Desde que pude caminar, mi padre me llevó a la parcela.
Junto a papá y mis hermanos, hacíamos producir 10 hectáreas en el ejido Nueva Independencia, de Río Bravo, Tamaulipas. Por años, trabajamos muy duro. Yo fui siempre, el orgullo de mis padres.
Nunca me dolió el trabajo.
Me hería, lo poco que nos pagaban por la cosecha. Buena parte de ésta, se quedaba en manos de gente que no trabajaba: coyotes, agiotistas y canaleros que robaban y nos vendían el agua de riego.
A los 17 años intenté llegar a Arkansas, Estados Unidos.
Cruzar La Quineña, no fue difícil para mí. Era un mocetón de 190 metros y 100 kilos de peso. Trabajaba, sin respirar, de las 6 de la mañana a las 7 de la tarde. Labraba, sembraba, regaba y pizcaba mazorcas sin repelar. Mi padre así nos había enseñado.
Un pollero, me cobró 600 dólares por llevarme hasta un pueblito de Texas, lejos de la Migra y de la policía.
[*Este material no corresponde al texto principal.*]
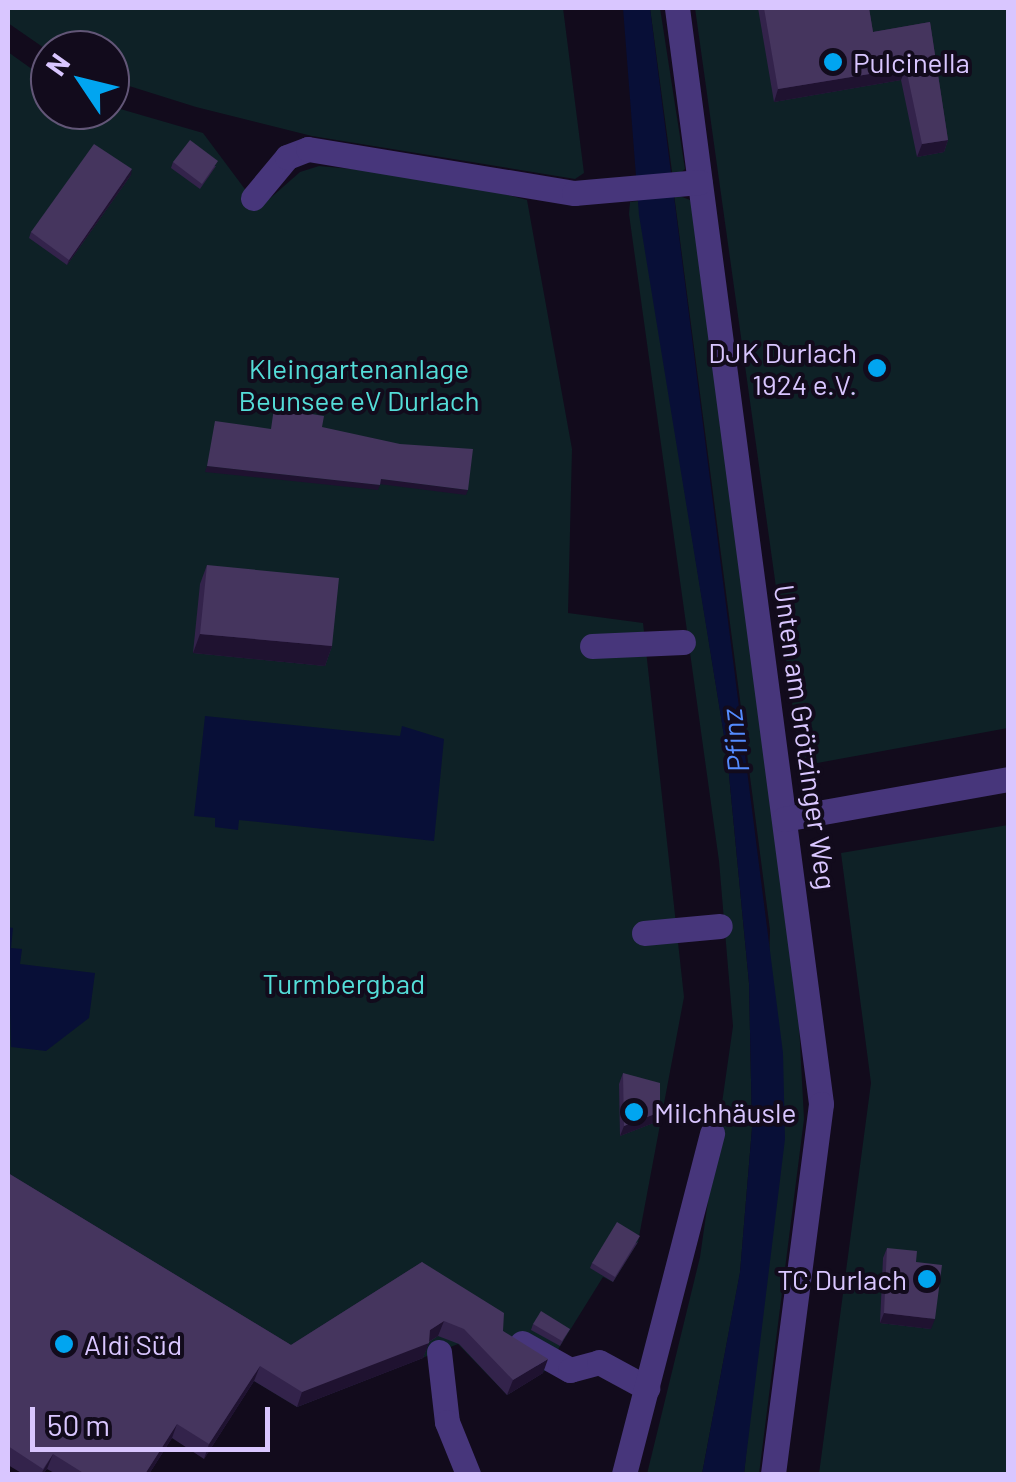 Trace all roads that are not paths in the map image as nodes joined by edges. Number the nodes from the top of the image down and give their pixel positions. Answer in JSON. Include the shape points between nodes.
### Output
{"nodes":[{"id":1,"x":677,"y":8,"type":"edge"},
{"id":2,"x":688,"y":183,"type":"junction"},
{"id":3,"x":253,"y":198,"type":"dead end"},
{"id":4,"x":683,"y":642,"type":"dead end"},
{"id":5,"x":592,"y":646,"type":"dead end"},
{"id":6,"x":1008,"y":779,"type":"edge"},
{"id":7,"x":784,"y":819,"type":"junction"},
{"id":8,"x":720,"y":926,"type":"dead end"},
{"id":9,"x":644,"y":933,"type":"dead end"},
{"id":10,"x":712,"y":1133,"type":"dead end"},
{"id":11,"x":511,"y":1337,"type":"edge"},
{"id":12,"x":439,"y":1352,"type":"dead end"},
{"id":13,"x":647,"y":1388,"type":"junction"},
{"id":14,"x":468,"y":1474,"type":"edge"},
{"id":15,"x":624,"y":1474,"type":"edge"},
{"id":16,"x":772,"y":1474,"type":"edge"}],
"edges":[{"from":1,"to":2,"type":"lane","name":"Unten am Grötzinger Weg"},
{"from":2,"to":3,"type":"lane","via":[[574,193],[308,149],[287,157]]},
{"from":2,"to":7,"type":"lane","name":"Unten am Grötzinger Weg"},
{"from":4,"to":5,"type":"lane"},
{"from":6,"to":7,"type":"lane"},
{"from":7,"to":16,"type":"lane","name":"Unten am Grötzinger Weg","via":[[821,1104]]},
{"from":8,"to":9,"type":"lane"},
{"from":10,"to":13,"type":"lane"},
{"from":11,"to":13,"type":"lane","via":[[570,1370],[599,1362]]},
{"from":12,"to":14,"type":"lane","via":[[447,1422]]},
{"from":13,"to":15,"type":"lane"}]} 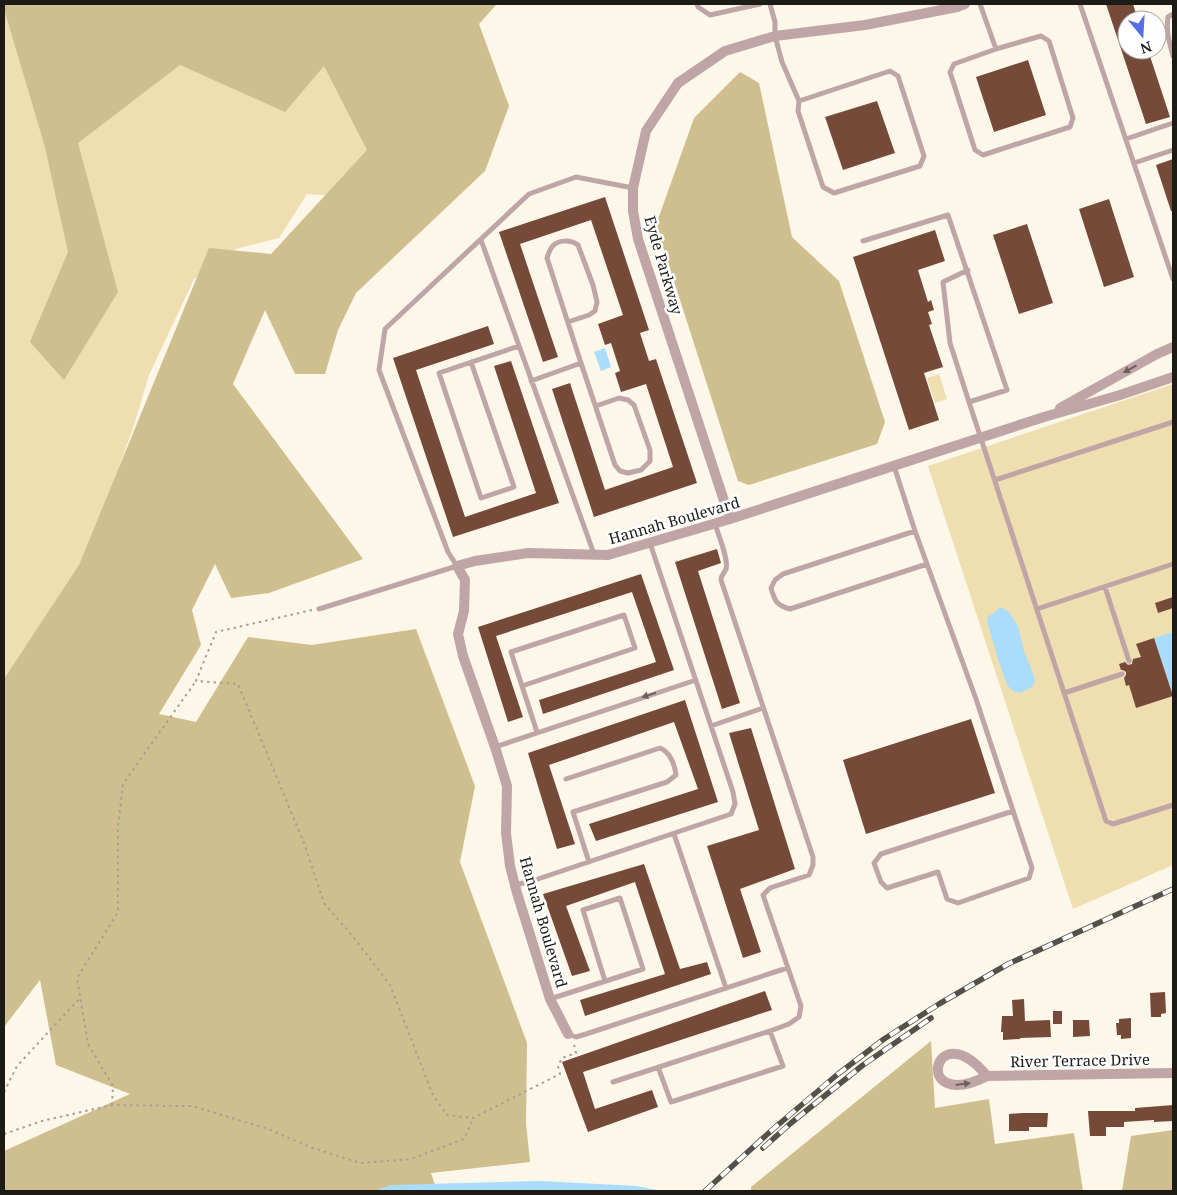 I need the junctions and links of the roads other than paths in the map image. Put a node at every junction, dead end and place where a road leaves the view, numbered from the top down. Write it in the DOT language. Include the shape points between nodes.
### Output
graph roads {
  1 [pos="697,4"];
  2 [pos="760,4"];
  3 [pos="770,4"];
  4 [pos="965,4"];
  5 [pos="980,4"];
  6 [pos="1080,4"];
  7 [pos="736,6"];
  8 [pos="1173,14"];
  9 [pos="775,36"];
  10 [pos="996,49"];
  11 [pos="1173,56"];
  12 [pos="799,100"];
  13 [pos="1173,123"];
  14 [pos="1126,139"];
  15 [pos="1173,150"];
  16 [pos="1134,163"];
  17 [pos="633,188"];
  18 [pos="481,240"];
  19 [pos="863,241"];
  20 [pos="968,270"];
  21 [pos="1173,279"];
  22 [pos="568,322"];
  23 [pos="519,346"];
  24 [pos="1173,347"];
  25 [pos="471,362"];
  26 [pos="581,363"];
  27 [pos="1173,379"];
  28 [pos="532,381"];
  29 [pos="969,402"];
  30 [pos="596,406"];
  31 [pos="1044,417"];
  32 [pos="1173,422"];
  33 [pos="981,438"];
  34 [pos="894,466"];
  35 [pos="995,480"];
  36 [pos="730,519"];
  37 [pos="715,524"];
  38 [pos="915,531"];
  39 [pos="650,543"];
  40 [pos="594,555"];
  41 [pos="927,564"];
  42 [pos="1173,564"];
  43 [pos="457,566"];
  44 [pos="1105,587"];
  45 [pos="319,609"];
  46 [pos="1037,609"];
  47 [pos="1129,661"];
  48 [pos="1122,674"];
  49 [pos="696,680"];
  50 [pos="522,686"];
  51 [pos="1064,693"];
  52 [pos="763,708"];
  53 [pos="711,726"];
  54 [pos="538,732"];
  55 [pos="495,747"];
  56 [pos="566,779"];
  57 [pos="1173,804"];
  58 [pos="1013,811"];
  59 [pos="674,834"];
  60 [pos="589,862"];
  61 [pos="515,885"];
  62 [pos="788,968"];
  63 [pos="605,981"];
  64 [pos="726,988"];
  65 [pos="550,999"];
  66 [pos="770,1031"];
  67 [pos="570,1035"];
  68 [pos="658,1067"];
  69 [pos="1173,1073"];
  70 [pos="987,1076"];
  71 [pos="613,1082"];
  1 -- 7 [label="lane" via="710,15"];
  2 -- 7 [label="lane"];
  3 -- 9 [label="lane"];
  4 -- 9 [label="street, Eyde Parkway" via="864,26"];
  5 -- 10 [label="lane"];
  6 -- 14 [label="lane"];
  8 -- 11 [label="lane" via="1168,17 1166,29"];
  9 -- 12 [label="lane" via="782,62"];
  9 -- 17 [label="street, Eyde Parkway" via="725,51 678,83 646,131"];
  10 -- 10 [label="lane" via="954,64 950,72 975,150 982,155 1070,127 1073,118 1049,41 1041,36"];
  12 -- 12 [label="lane" via="798,111 823,187 834,193 920,166 924,156 898,76 890,71"];
  13 -- 14 [label="lane"];
  14 -- 16 [label="lane"];
  15 -- 16 [label="lane"];
  16 -- 21 [label="lane"];
  17 -- 18 [label="lane" via="576,177 529,194"];
  17 -- 36 [label="street, Eyde Parkway" via="638,239"];
  18 -- 23 [label="lane"];
  18 -- 43 [label="lane" via="385,328 379,370 448,552"];
  19 -- 20 [label="lane" via="948,214"];
  20 -- 29 [label="lane" via="943,282 950,343"];
  20 -- 29 [label="lane" via="1006,390"];
  22 -- 22 [label="lane" via="547,258 552,247 564,241 578,245 597,302 595,310"];
  22 -- 26 [label="lane"];
  23 -- 25 [label="lane"];
  23 -- 28 [label="lane"];
  24 -- 31 [label="street, Hannah Boulevard, one-way"];
  25 -- 25 [label="lane" via="439,373 481,498 514,487"];
  26 -- 28 [label="lane"];
  26 -- 30 [label="lane"];
  27 -- 31 [label="street, Hannah Boulevard"];
  28 -- 40 [label="lane"];
  29 -- 33 [label="lane"];
  30 -- 30 [label="lane" via="615,465 628,473 641,470 650,461 650,450 634,406 619,398"];
  31 -- 33 [label="street, Hannah Boulevard"];
  32 -- 35 [label="lane"];
  33 -- 34 [label="street, Hannah Boulevard"];
  33 -- 35 [label="lane"];
  34 -- 36 [label="street, Hannah Boulevard"];
  34 -- 38 [label="lane"];
  35 -- 46 [label="lane"];
  36 -- 37 [label="street, Hannah Boulevard"];
  37 -- 39 [label="street, Hannah Boulevard"];
  37 -- 52 [label="lane" via="726,562 721,580"];
  38 -- 41 [label="lane"];
  38 -- 41 [label="lane" via="783,574 771,588 774,598 780,606 790,609"];
  39 -- 40 [label="street, Hannah Boulevard" via="608,555"];
  39 -- 49 [label="lane"];
  40 -- 43 [label="street, Hannah Boulevard" via="528,552"];
  41 -- 58 [label="lane"];
  42 -- 44 [label="lane"];
  43 -- 45 [label="lane"];
  43 -- 55 [label="street, Hannah Boulevard" via="465,580 464,611 458,634"];
  44 -- 46 [label="lane"];
  44 -- 47 [label="lane"];
  46 -- 51 [label="lane"];
  48 -- 51 [label="lane"];
  49 -- 53 [label="lane"];
  49 -- 54 [label="lane, one-way"];
  50 -- 50 [label="lane" via="635,648 624,615 512,652"];
  50 -- 54 [label="lane"];
  51 -- 57 [label="lane" via="1106,821 1117,824"];
  52 -- 53 [label="lane"];
  52 -- 62 [label="lane" via="813,857 809,875 770,888 763,895"];
  53 -- 59 [label="lane" via="736,804 731,814"];
  54 -- 55 [label="lane"];
  55 -- 61 [label="street, Hannah Boulevard" via="507,786 506,833"];
  56 -- 60 [label="lane" via="660,748 672,758 676,769 676,775 666,782 572,812"];
  58 -- 58 [label="lane" via="1032,868 1029,878 958,903 947,899 938,872 887,888 881,882 874,863 881,854"];
  59 -- 60 [label="lane"];
  59 -- 64 [label="lane"];
  60 -- 61 [label="lane"];
  61 -- 65 [label="street, Hannah Boulevard"];
  62 -- 64 [label="lane"];
  62 -- 66 [label="lane" via="801,1006 799,1018"];
  63 -- 63 [label="lane" via="583,910 620,898 643,969"];
  63 -- 65 [label="lane"];
  64 -- 67 [label="lane" via="586,1034"];
  65 -- 67 [label="street, Hannah Boulevard"];
  66 -- 68 [label="lane"];
  66 -- 68 [label="lane" via="783,1066 671,1102"];
  68 -- 71 [label="lane"];
  69 -- 70 [label="street, River Terrace Drive"];
  70 -- 70 [label="street, River Terrace Drive, one-way" via="975,1064 957,1054 943,1058 937,1068 941,1080 950,1085 963,1085"];
}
-Lleven nomás lo necesario; porque a los 15 kilómetros les va a pesar todo. Eso sí: no suelten su yoga de agua. Esa puede ser la diferencia, entre que te devoren los buitres y te puedas tomar una Coca Cola helada en la Combi que los llevará a Houston-dijo, quien dijo llamarse Eulogio.
Íbamos casi 30 mojados.
Dos niños –de algunos siete u ocho años-, acompañaban a su madre, azorados, temblorosos. En medio de la noche, sólo veíamos el oscilante movimiento de la luz de la linterna de Logio –así llamaban los centroamericanos, al guía-. Hablábamos en susurro; cómo si la Migra pudiera escucharnos en esa mancha negra y fría poblada de alimañas y de angustiados indocumentados.
A las 8 de la mañana el sol empezó a quemar.
Llevábamos más de doce horas de camino. Encajé a un niño en cada una de mis caderas, y caminé cargándolos al menos los restantes 30 kilómetros. Sol calcinante como flama. Viento polvoso e hirviente, como si resbalara sobre un comal en uso. Hierbas espinosas, que silbaban al rozar mi pantalón de mezclilla.
Bebíamos agua, del pico de plástico del botellón, a punto de ebullición.
La náusea, era mucho mejor que el agobio de la sed.
Los pequeños, gritaron histéricos, cuando divisamos una iguana de más de 30 kilos, jadeante y parsimoniosa sobre un pequeño tronco seco.
-¡Ya chingaron cabrones!-dijo el pollero.
De entre un montón de ramas secas, que cubrían la Combi apareció un hombre.
-¡Órale! Pá adentro…
Nos apretujamos los 30 en el vehículo.
El pollero, nos sugirió antes de irse:
“Ahora sí: pueden tirar todo lo que les pese. Ya están con los gabachos..”
-Tú grandote, súbete acá en el asiento de adelante-me dijo.
En una colonia de mexicanos en Houston, nos esperaba Fermín Leija. Era de la colonia Morelos. Lo había conocido en varios movimientos sociales de la CIOAC (Central Independiente de Obreros Agrícolas y Campesinos). Trabajaba en las plataformas petroleras de soldador y ayudaba a cuanto mojado llegaba en busca de trabajo.
Leija me recomendó con un contratista de la construcción.
En menos de 24 horas ya tenía trabajo.
El mismo Leija, me ubicó con sus amigos en un departamento en los suburbios de la ciudad. Dormíamos 16, en una habitación de cinco por cinco. Desayunábamos una Coca Cola y unos roles de canela y partíamos a la obra. A la hora de la comida, media pizza, refresco y listo.
Era de todos los días.
A seis meses de estar en Estados Unidos, agarré confianza. Un sábado, con cuatro compañeros fuimos a una cantina. Puros mexicanos. Llegaron a las dos de la mañana, 5 salvadoreños y echaron bravatas. Uno de ellos, el más borracho nos insultó.
Siempre he tenido la sangre muy caliente.
Le dije:
“Camarada, cálmate. Aquí no somos de pleito.”
El salvatrucha, sacó una navaja. Me tiró dos o tres tajos. Uno me abrió levemente el costado derecho. Ya no me aguanté: le quité la arma y le abrió el pecho. ¿A dónde huir? Me quedé a esperar la policía.
Por comprobarse que fue en defensa propia, los gringos me dejaron libre. La sentencia, solicitaba al mismo tiempo mi extradición a México.
-Tony Armenta, agarra tus cosas. Vas pá tu tierra…
Con 18 años cumplidos, llegué junto a 70 repatriados, a Nuevo Laredo, Tamaulipas.